While the parallel ATA interconnect has been the dominant internal storage interconnect for desktop and mobile computers because of its relative simplicity, high performance, and low cost, ATA compliant interfaces have a number of limitations that are exhausting their ability to continue increasing performance. Some of these limitations are the 5-volt signalling requirement, and die high pin count. These and other characteristics of parallel ATA interfaces are the reasons why such interfaces cannot scale to support several more speed doublings as happened in the past, so that this interface is nearing its performance capacity.
For this reason, and to provide scaleable performance for the next decade, serial ATA (SATA) was developed as a next generation ATA specification. SATA is an evolutionary replacement for the parallel ATA physical storage interface and is designed to be 100% software compatible with today's ATA, but to have a much lower pin count, enabling thinner, more flexible cables. Because of the maintained software compatibility, no changes in today's drivers and operating systems are required. Moreover, the lower pin count also benefits the system design of motherboards and their chipsets and other integrated silicon components.

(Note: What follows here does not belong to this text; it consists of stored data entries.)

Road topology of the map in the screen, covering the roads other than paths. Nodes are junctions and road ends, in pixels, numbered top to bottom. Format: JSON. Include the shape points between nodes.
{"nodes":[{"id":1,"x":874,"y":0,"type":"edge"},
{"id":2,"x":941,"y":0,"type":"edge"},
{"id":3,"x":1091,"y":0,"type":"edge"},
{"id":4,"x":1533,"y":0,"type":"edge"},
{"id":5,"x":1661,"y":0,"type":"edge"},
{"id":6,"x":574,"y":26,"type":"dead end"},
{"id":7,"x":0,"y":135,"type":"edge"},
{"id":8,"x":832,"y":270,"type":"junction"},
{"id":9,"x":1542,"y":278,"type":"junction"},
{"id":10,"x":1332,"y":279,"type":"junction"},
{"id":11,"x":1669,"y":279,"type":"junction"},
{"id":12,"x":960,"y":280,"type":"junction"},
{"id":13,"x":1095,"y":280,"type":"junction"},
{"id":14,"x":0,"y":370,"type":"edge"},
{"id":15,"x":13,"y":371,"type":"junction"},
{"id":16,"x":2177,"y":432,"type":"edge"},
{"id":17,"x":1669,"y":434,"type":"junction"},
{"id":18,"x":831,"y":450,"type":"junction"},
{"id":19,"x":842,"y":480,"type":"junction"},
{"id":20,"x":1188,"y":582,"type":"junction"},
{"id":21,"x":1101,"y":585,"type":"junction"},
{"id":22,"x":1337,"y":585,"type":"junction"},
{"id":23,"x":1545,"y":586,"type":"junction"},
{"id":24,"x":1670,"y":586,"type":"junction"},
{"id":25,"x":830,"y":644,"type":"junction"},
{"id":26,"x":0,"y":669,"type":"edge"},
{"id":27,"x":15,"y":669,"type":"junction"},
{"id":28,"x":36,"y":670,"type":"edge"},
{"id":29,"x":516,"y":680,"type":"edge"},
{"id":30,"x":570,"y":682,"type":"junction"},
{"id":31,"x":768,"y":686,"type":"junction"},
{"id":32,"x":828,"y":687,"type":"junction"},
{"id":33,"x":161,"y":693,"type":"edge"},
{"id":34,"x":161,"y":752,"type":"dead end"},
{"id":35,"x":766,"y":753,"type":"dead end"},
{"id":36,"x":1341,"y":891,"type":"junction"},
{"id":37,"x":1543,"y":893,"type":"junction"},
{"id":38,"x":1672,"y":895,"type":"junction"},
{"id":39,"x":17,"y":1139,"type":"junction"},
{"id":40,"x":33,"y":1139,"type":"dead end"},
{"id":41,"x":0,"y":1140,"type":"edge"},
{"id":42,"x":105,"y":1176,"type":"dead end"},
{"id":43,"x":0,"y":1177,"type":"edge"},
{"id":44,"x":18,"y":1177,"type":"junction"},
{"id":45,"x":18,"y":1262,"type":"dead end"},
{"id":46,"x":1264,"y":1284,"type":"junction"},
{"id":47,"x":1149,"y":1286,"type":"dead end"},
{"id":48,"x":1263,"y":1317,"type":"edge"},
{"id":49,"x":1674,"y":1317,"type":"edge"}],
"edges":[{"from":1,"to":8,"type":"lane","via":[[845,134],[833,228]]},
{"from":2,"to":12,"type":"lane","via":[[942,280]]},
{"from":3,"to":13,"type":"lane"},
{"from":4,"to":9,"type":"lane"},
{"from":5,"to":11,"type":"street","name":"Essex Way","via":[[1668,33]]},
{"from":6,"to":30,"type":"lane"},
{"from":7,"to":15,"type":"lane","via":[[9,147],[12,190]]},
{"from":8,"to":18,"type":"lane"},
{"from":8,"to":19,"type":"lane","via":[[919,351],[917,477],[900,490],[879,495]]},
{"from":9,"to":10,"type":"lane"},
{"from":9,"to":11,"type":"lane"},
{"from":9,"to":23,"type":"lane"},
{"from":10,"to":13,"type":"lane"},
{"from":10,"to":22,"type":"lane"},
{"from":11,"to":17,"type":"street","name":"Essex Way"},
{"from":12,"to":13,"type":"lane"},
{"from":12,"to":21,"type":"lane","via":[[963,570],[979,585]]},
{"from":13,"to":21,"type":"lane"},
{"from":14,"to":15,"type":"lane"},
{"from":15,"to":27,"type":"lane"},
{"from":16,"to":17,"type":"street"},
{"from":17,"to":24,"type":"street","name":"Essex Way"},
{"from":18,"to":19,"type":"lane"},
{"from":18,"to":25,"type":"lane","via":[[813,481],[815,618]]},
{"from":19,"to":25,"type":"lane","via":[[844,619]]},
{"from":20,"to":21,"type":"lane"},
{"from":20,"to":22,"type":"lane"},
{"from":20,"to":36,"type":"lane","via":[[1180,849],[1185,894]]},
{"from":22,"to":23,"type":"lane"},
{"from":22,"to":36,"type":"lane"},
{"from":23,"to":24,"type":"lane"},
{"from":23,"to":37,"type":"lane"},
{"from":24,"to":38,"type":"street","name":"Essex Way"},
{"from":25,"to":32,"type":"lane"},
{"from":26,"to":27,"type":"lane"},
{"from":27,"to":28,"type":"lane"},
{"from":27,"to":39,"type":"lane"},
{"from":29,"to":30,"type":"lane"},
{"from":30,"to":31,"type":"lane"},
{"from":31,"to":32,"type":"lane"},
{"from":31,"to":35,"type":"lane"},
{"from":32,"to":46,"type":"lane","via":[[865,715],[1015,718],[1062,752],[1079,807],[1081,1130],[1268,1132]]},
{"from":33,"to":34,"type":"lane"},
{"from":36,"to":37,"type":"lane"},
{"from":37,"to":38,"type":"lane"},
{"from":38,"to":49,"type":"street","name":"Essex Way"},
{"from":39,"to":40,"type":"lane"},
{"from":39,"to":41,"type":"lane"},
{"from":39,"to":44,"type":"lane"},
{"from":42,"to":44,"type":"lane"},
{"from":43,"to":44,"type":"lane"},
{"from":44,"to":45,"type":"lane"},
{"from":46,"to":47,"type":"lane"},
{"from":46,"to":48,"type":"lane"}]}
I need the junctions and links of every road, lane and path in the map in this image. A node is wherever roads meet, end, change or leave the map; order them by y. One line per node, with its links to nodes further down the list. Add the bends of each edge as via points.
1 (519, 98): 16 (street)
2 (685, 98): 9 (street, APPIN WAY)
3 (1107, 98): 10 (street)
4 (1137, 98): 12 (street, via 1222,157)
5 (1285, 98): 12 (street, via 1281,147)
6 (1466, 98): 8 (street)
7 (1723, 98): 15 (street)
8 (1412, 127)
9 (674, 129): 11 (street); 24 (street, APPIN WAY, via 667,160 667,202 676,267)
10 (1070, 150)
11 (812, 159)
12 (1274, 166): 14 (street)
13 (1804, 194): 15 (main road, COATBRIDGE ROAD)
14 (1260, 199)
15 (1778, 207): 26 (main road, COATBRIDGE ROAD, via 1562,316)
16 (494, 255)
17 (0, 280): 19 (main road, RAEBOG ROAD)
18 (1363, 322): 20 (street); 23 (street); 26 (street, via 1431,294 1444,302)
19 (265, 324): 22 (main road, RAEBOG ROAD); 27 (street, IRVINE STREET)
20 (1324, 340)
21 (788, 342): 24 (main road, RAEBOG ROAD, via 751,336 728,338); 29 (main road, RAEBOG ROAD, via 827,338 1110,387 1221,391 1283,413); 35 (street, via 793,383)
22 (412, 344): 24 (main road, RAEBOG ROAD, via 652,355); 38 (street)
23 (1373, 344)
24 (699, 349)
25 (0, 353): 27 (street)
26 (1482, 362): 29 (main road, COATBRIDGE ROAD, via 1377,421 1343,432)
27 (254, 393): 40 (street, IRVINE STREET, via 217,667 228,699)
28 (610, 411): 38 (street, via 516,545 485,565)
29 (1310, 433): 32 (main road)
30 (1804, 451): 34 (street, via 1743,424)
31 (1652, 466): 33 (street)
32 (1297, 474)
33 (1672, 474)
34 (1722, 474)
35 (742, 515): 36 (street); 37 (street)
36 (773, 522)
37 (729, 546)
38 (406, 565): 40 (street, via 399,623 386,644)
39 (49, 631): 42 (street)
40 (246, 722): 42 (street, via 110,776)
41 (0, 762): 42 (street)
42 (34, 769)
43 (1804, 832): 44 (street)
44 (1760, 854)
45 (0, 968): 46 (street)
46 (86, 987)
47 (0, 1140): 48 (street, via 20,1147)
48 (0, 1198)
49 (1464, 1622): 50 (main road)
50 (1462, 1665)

As mentioned above, one of the key features of the SATA interface is the software compatibility to parallel ATA controllers. This can be better understood from a comparison of FIGs. 1 and 2 which illustrate standard ATA and the serial ATA (SATA) connectivity, respectively.
Turning first to FIG. 1 which depicts how ATA compliant parallel storage devices are connected to a computer system to enable data transfer to and from the devices, the computer system includes an operating system 115 that is
the main software running on the computer. There may further be multiple application programs 100, 105, 110 which usually have a user interface for providing information to the user and receiving input. Of course, application programs with no user interface exist as well. Further, there is usually a driver software 120 provided which may be an extra software component, or part of the operating system 115, and which is run specifically to interact with ATA compliant hardware.
This hardware includes the ATA adapter 125 which exchanges data signals with devices 135, 140 over a parallel port 130. The ATA adapter 125 is also called ATA controller, often together with the parallel port 130.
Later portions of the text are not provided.